The Most Failed Music Festival Of All-Time Is Coming Back For Another Round, Another Netflix Doc Coming
From the ashes of the greatest music festival blunder in history, Fyre Festival II will rise. As covered by Entertainment Weekly, the infamous Fyre Festival founder Billy McFarland announced online that tickets for Fyre Festival II are now on sale. Seriously.
Proving that satire, like irony, is now dead, Fyre Festival II is being put together by Billy McFarland, the organizer of the original disastrous event.
McFarland announced Fyre Festival II last spring. His Fyre Festival partner, rapper Ja Rule, stated that he would not be involved in the second incarnation of the event. Tickets begin at $499 and range up to $7,999.
On top of Fyre Festival II, McFarland has a documentary in the works called After the Fyre. The Hollywood Reporter shared the announcement about the film last November. It will apparently follow McFarland on a treasure hunt in the Bahamas as he seeks a means of paying his debts to investors and vendors of the original Fyre Festival.
“It has been the absolute wildest journey to get here,” McFarland said, looking like a member of the Bluth family, “and it really all started during a seventh-month stint in solitary confinement. I wrote out this 50-page plan of how it would take this overall interest and demand in Fyre and how it would take my ability to bring people from around the world together to make the impossible happen.”
But wait, there’s more. McFarland is also working to bring the world a Fyre Festival Broadway musical. Whether or not it is in bad taste to exploit the story of your crimes for profit in order to pay for your crimes is beyond the scope of this article.
“It has been the absolute wildest journey to get here, and it really all started during a seventh-month stint in solitary confinement. I wrote out this 50-page plan of how it would take this overall interest and demand in Fyre and how it would take my ability to bring people from around the world together to make the impossible happen.”
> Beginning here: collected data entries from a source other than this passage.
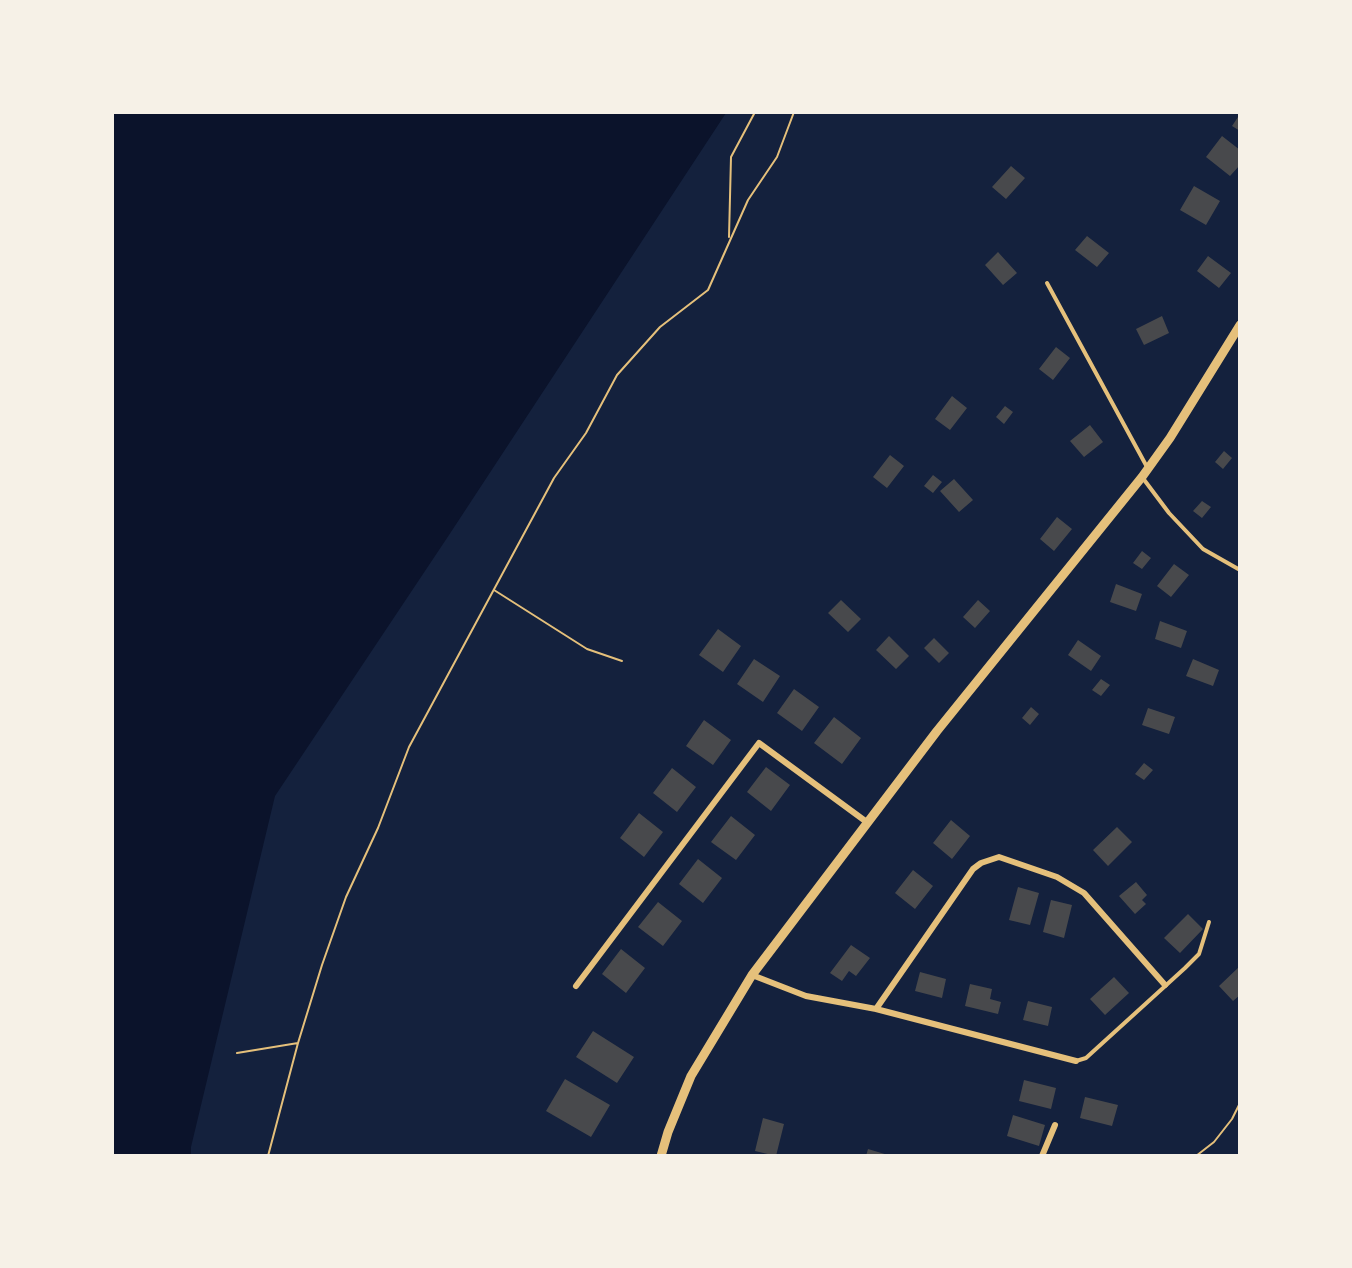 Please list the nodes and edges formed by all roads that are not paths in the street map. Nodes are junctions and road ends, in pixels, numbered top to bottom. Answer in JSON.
{"nodes":[{"id":1,"x":1047,"y":283,"type":"dead end"},
{"id":2,"x":1239,"y":325,"type":"edge"},
{"id":3,"x":1145,"y":472,"type":"junction"},
{"id":4,"x":1239,"y":570,"type":"edge"},
{"id":5,"x":868,"y":823,"type":"junction"},
{"id":6,"x":1209,"y":922,"type":"dead end"},
{"id":7,"x":752,"y":975,"type":"junction"},
{"id":8,"x":1165,"y":985,"type":"junction"},
{"id":9,"x":576,"y":986,"type":"dead end"},
{"id":10,"x":876,"y":1009,"type":"junction"},
{"id":11,"x":1076,"y":1061,"type":"joint"},
{"id":12,"x":1055,"y":1125,"type":"dead end"},
{"id":13,"x":661,"y":1155,"type":"edge"},
{"id":14,"x":1042,"y":1155,"type":"edge"}],
"edges":[{"from":1,"to":3,"type":"lane"},
{"from":2,"to":3,"type":"street"},
{"from":3,"to":4,"type":"lane"},
{"from":3,"to":5,"type":"street"},
{"from":5,"to":7,"type":"street"},
{"from":5,"to":9,"type":"street"},
{"from":6,"to":8,"type":"lane"},
{"from":7,"to":10,"type":"street"},
{"from":7,"to":13,"type":"street"},
{"from":8,"to":10,"type":"street"},
{"from":8,"to":11,"type":"lane"},
{"from":10,"to":11,"type":"street"},
{"from":12,"to":14,"type":"street"}]}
Billy McFarland on Fyre Festival II
Billy McFarland was sentenced to prison in October of 2018 for defrauding investors of Fyre Festival to the tune of roughly $27 million. The money was supposed to be put towards an extravagant, luxury music festival in the Bahamas, but it turned into a financial and humanitarian disaster.
In case you missed the Netflix and Hulu documentaries about the ordeal, hundreds of excited festival goers flew into the Bahamas with the expectation of luxury housing, gourmet food, and an incredible live music lineup, all to take place on the white sand beaches of what was formerly Pablo Escobar’s private island.
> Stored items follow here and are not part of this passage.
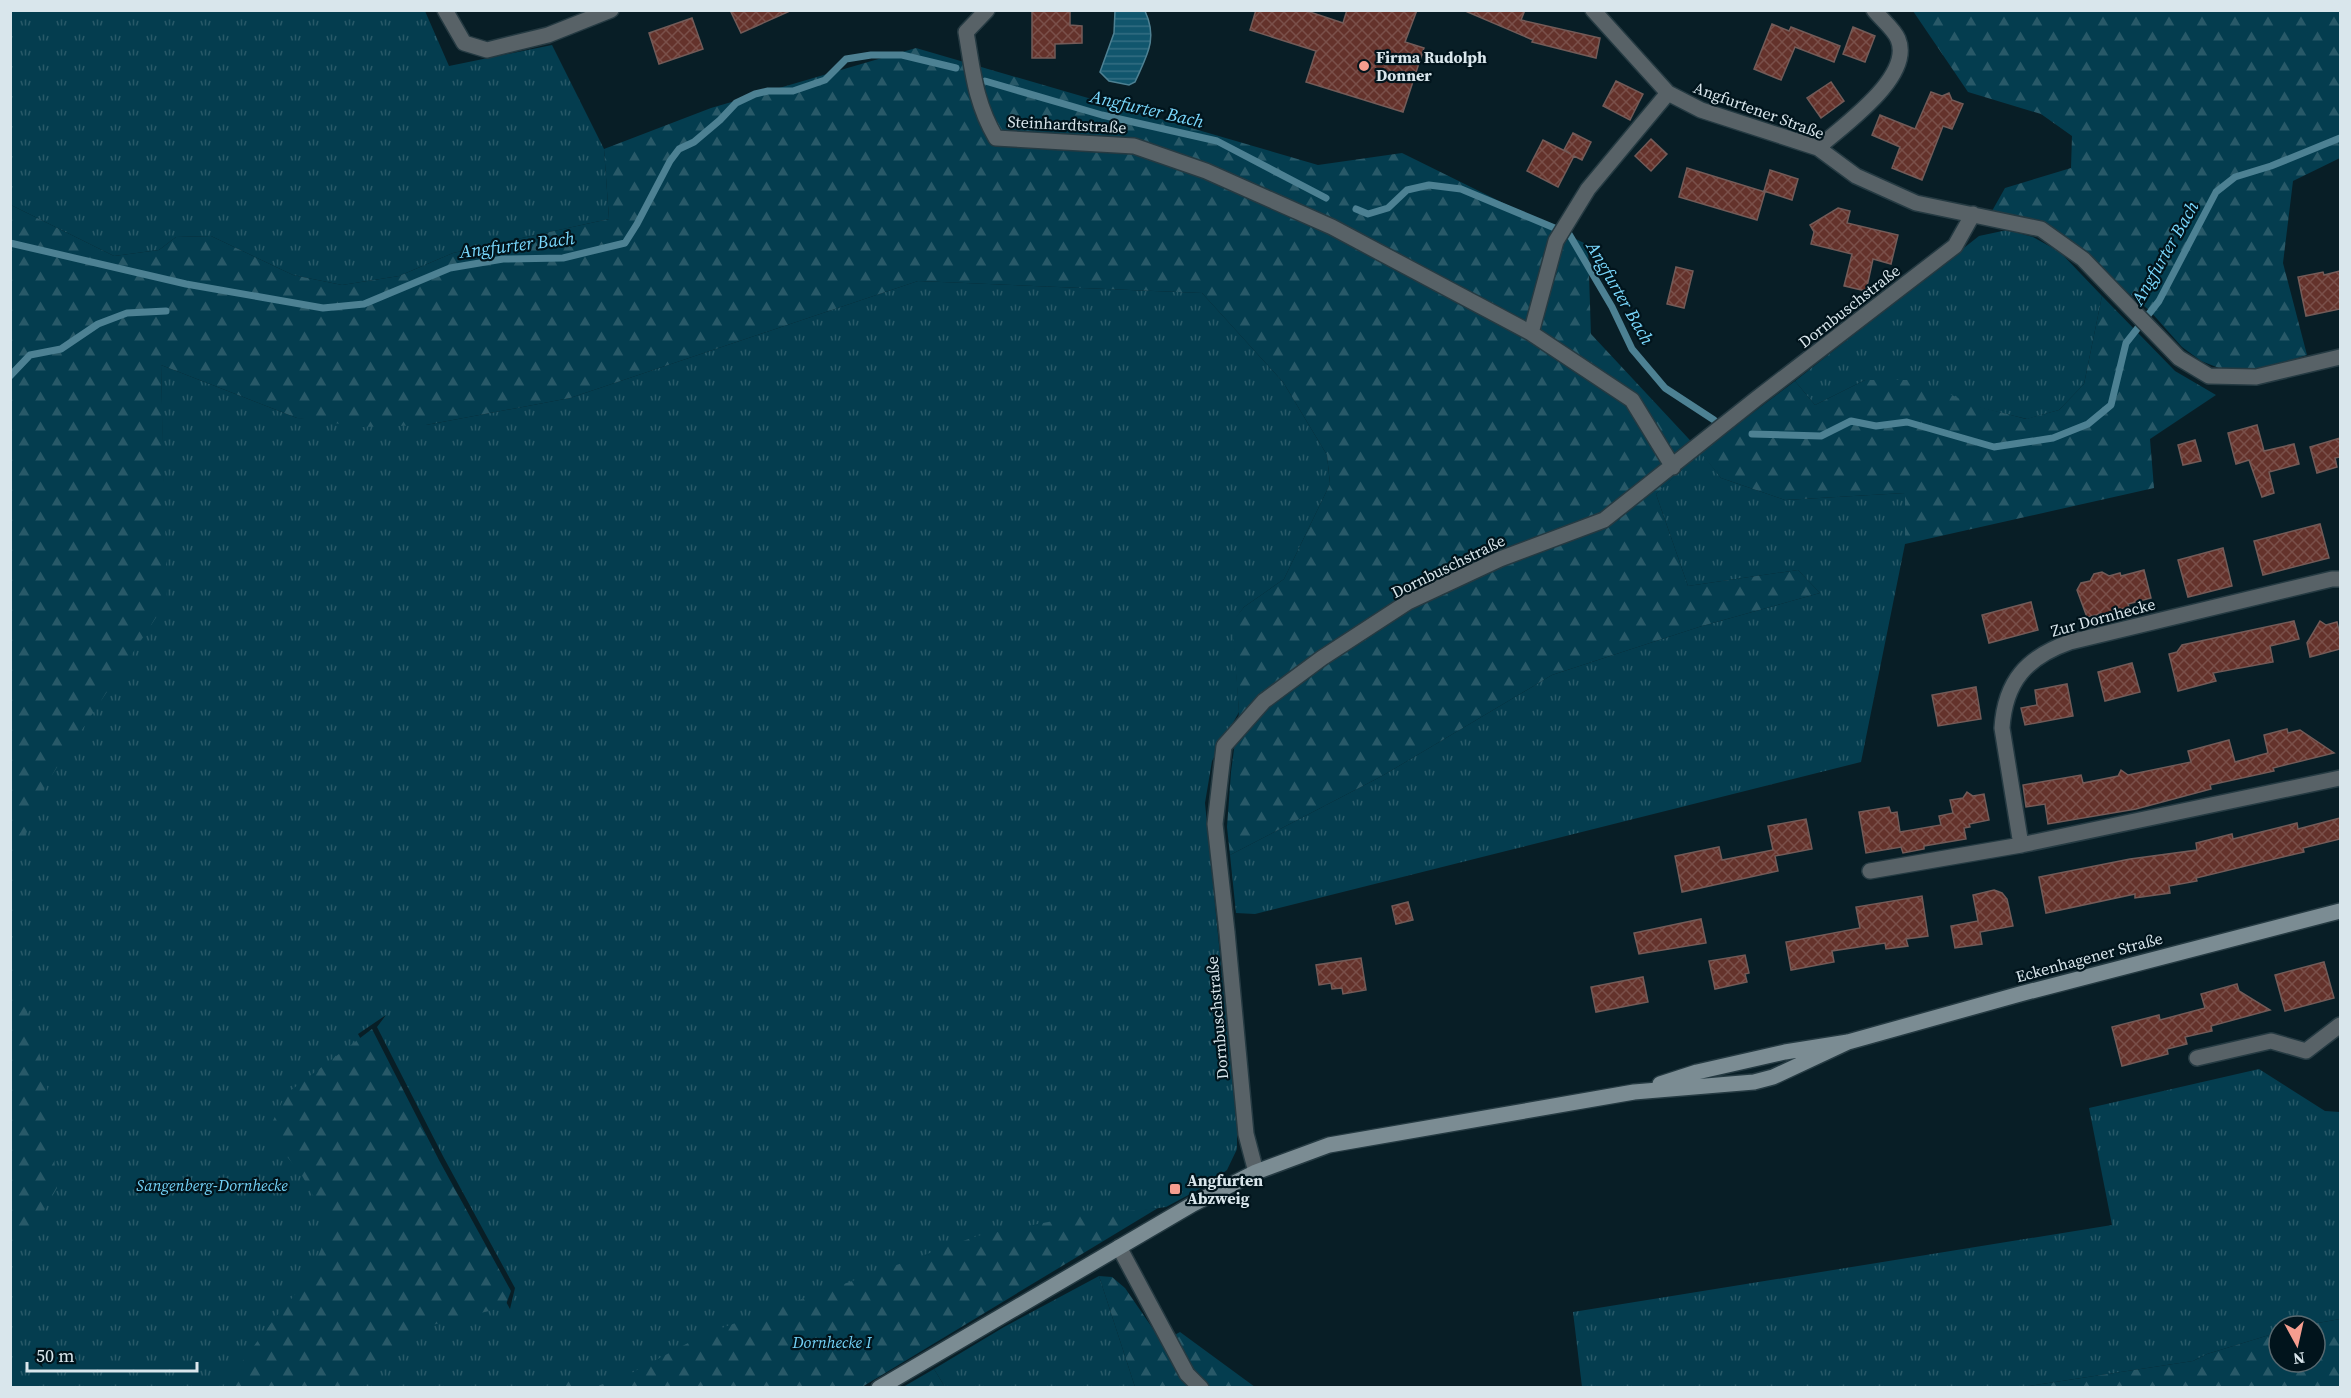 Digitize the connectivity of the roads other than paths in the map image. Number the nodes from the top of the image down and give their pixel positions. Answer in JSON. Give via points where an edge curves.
{"nodes":[{"id":1,"x":445,"y":10,"type":"edge"},
{"id":2,"x":611,"y":10,"type":"edge"},
{"id":3,"x":987,"y":10,"type":"edge"},
{"id":4,"x":1593,"y":10,"type":"edge"},
{"id":5,"x":1874,"y":10,"type":"edge"},
{"id":6,"x":1668,"y":93,"type":"junction"},
{"id":7,"x":1818,"y":148,"type":"junction"},
{"id":8,"x":1973,"y":214,"type":"junction"},
{"id":9,"x":1531,"y":333,"type":"junction"},
{"id":10,"x":2340,"y":357,"type":"edge"},
{"id":11,"x":1673,"y":467,"type":"junction"},
{"id":12,"x":2340,"y":579,"type":"edge"},
{"id":13,"x":2340,"y":778,"type":"edge"},
{"id":14,"x":2021,"y":845,"type":"junction"},
{"id":15,"x":1870,"y":871,"type":"dead end"},
{"id":16,"x":2340,"y":911,"type":"edge"},
{"id":17,"x":2340,"y":1025,"type":"edge"},
{"id":18,"x":1848,"y":1042,"type":"junction"},
{"id":19,"x":2197,"y":1058,"type":"dead end"},
{"id":20,"x":1634,"y":1092,"type":"junction"},
{"id":21,"x":1257,"y":1172,"type":"junction"},
{"id":22,"x":1119,"y":1247,"type":"junction"},
{"id":23,"x":879,"y":1388,"type":"edge"},
{"id":24,"x":1201,"y":1388,"type":"edge"}],
"edges":[{"from":1,"to":2,"type":"street","via":[[464,43],[487,50],[548,35]]},
{"from":3,"to":9,"type":"street","name":"Steinhardtstraße","via":[[966,32],[982,115],[996,138],[1134,146],[1206,171],[1332,227]]},
{"from":4,"to":6,"type":"street","name":"Angfurtener Straße"},
{"from":5,"to":7,"type":"street","via":[[1898,39],[1900,59],[1886,88]]},
{"from":6,"to":7,"type":"street","name":"Angfurtener Straße","via":[[1701,110]]},
{"from":6,"to":9,"type":"street","via":[[1588,189],[1556,241]]},
{"from":7,"to":8,"type":"street","name":"Angfurtener Straße","via":[[1856,176],[1916,203]]},
{"from":8,"to":10,"type":"street","name":"Angfurtener Straße","via":[[2041,229],[2083,260],[2179,358],[2209,376],[2256,377]]},
{"from":8,"to":11,"type":"street","name":"Dornbuschstraße","via":[[1955,246]]},
{"from":9,"to":11,"type":"street","via":[[1632,400]]},
{"from":11,"to":21,"type":"street","name":"Dornbuschstraße","via":[[1604,520],[1500,559],[1408,602],[1322,658],[1264,702],[1224,746],[1215,824],[1246,1134]]},
{"from":12,"to":14,"type":"street","name":"Zur Dornhecke","via":[[2070,642],[2034,660],[2011,686],[2003,712],[2002,728]]},
{"from":13,"to":14,"type":"street"},
{"from":14,"to":15,"type":"street"},
{"from":16,"to":18,"type":"main road","name":"Eckenhagener Straße"},
{"from":17,"to":19,"type":"street","via":[[2306,1051],[2271,1041]]},
{"from":18,"to":20,"type":"main road","name":"Eckenhagener Straße","via":[[1697,1072]]},
{"from":18,"to":20,"type":"main road","name":"Eckenhagener Straße","via":[[1754,1082]]},
{"from":20,"to":21,"type":"main road","via":[[1329,1145]]},
{"from":21,"to":22,"type":"main road"},
{"from":22,"to":23,"type":"main road"},
{"from":22,"to":24,"type":"street","via":[[1187,1374]]}]}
Instead, they had soaked tents with dirt floors, cheese sandwiches, and one local band, all in a parking lot north of Sandals Resort. Thanks to another local event, the resort and hotels were all booked. Fyre Festival was also billed as a cashless event, meaning many attendees were without money for transportation.
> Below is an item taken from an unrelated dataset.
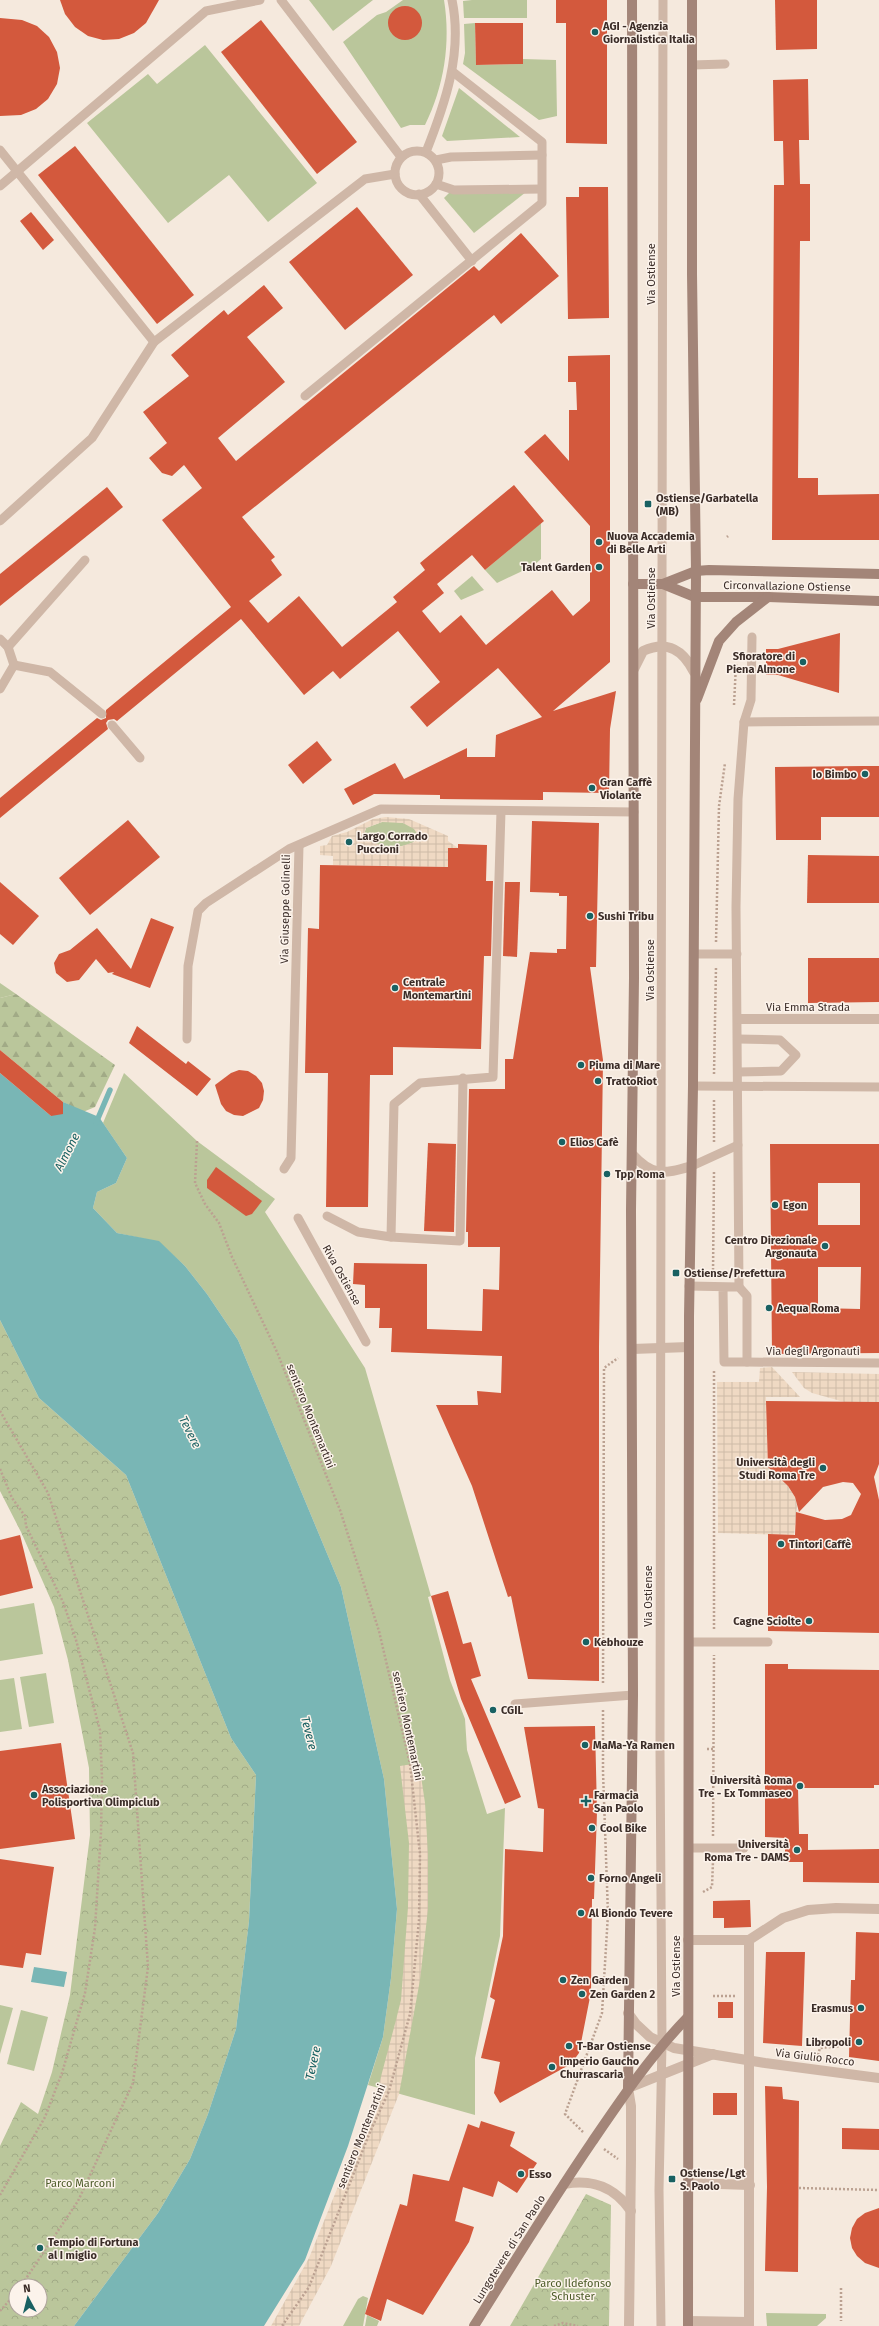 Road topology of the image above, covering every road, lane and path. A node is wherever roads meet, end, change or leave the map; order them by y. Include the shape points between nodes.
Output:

Netflix and Hulu both capitalized on the disaster that was Fyre Festival with documentaries about the greatest music event that never was.
The whole debacle was a dumpster fyre (get it!) that became perhaps the most expensive meme of all time. While the world made fun of Fyre Festival, Billy McFarland was slapped with lawsuits worth millions and was branded a con artist. And you haven’t bought your ticket yet?
McFarland has spent his time since then working toward restitution. He apparently has a desire to try again and give people the Fyre Festival experience they deserve. The first festival’s failure was largely the result of poor planning. Big promises were made without any clue as to how much those offerings would actually cost to execute.
Has Billy McFarland learned his lesson? Did solitary confinement give him the focus he needed to make a business plan that really works? Will Fyre Festival be a hit that pulls off a legendary party, repays McFarland’s debts, and redeems him in the eyes of the world?
We don’t see why not! See you in the Caribbean!